WESTERN REGION TECHNICAL ATTACHMENT
NO. 02-01
JANUARY 8, 2002

A PROPOSED GRIDDED QPF VERIFICATION SCHEME
FOR THE GFE IN THE WESTERN REGION

Linda Cheng, Weather Forecast Office, Salt Lake City, UT

Introduction

The proposed implementation of the Interactive Forecast Preparation System (IFPS) at National Weather Service forecast offices (NWSFOs) nationwide will allow forecasters to issue gridded forecast products at relatively high resolutions. The greater spatial detail provided by these gridded forecasts requires that verification be performed over the gridded data set. Current verification procedures typically focus on selected surface stations, but this type of verification is incapable of providing a detailed account of the spatial accuracy of a forecast. A method to verify quantitative precipitation forecasts (QPFs) derived from the Graphical Forecast Editor (GFE) component of the IFPS is described in this Technical Attachment.


Methodology


One of the purposes of verification is to provide forecasters with feedback regarding the skill and accuracy of their forecasts so that improvements can be made in the future. A challenge of forecasting precipitation, especially in Western Region, is that the amount and distribution of precipitation depends heavily on orographic influences. Even within a forecast office's county warning area (CWA), significant local variations in precipitation totals are often observed. Because of this variability, verification statistics derived over a large area are not very meaningful to forecasters. In order to provide detailed and meaningful verification for regions of complex terrain, statistics must be calculated for different regions with similar precipitation climatologies.
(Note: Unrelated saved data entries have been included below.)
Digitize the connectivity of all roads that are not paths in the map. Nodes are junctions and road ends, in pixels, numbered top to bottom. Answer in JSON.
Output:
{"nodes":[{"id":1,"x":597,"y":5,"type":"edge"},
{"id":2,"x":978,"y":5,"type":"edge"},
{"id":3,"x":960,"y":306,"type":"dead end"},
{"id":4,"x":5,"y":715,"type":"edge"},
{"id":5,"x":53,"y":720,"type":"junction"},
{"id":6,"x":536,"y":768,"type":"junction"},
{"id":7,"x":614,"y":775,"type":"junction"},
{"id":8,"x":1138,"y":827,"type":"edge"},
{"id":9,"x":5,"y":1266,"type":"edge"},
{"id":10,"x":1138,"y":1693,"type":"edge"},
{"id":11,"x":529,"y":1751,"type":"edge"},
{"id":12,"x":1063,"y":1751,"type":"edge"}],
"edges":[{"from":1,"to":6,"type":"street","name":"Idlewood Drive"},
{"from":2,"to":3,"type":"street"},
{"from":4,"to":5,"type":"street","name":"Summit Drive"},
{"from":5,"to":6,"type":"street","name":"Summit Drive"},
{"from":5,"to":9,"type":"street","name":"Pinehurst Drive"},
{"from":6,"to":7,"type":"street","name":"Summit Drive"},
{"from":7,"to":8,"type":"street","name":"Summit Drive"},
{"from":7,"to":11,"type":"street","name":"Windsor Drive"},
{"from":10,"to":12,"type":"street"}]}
The proposed verification scheme allows each office to divide its county warning area (CWA) into a maximum of six climatologically-distinct regions. Since precipitation is related to elevation, each office can define three elevation ranges which cover, for example, the areas containing the valleys, the mountain slopes or plateaus, and the mountain crests. Furthermore, each CWA can be divided into two planar regions, e.g., north and south, east and west, etc.


Verification statistics generated for these regions must be easily interpreted to be useful in the operational sense. It is important for forecasters to know whether their QPFs were over- or underestimates and whether the precipitation was forecast over the correct location. Consideration must also be taken for forecasts that have the correct intensity but incorrect location and vice versa. This must be done using a suite of skill scores, since no one score can give an accurate assessment of the entire situation. The statistics generated in the proposed verification scheme are described below.

Mean and Max


Mean and maximum values determined from both the forecast and observed precipitation are useful for determining errors in intensity. These values are independent of the locations of the forecast and observed precipitation relative to each other, so forecasts are not be punished by slight errors in location within each verification zone. Larger displacements, however, would be punished by this measurement, since verification is performed by region. For example, if the heaviest precipitation was forecast for the mountain crest but observed on the slopes, then the forecast would be punished more severely.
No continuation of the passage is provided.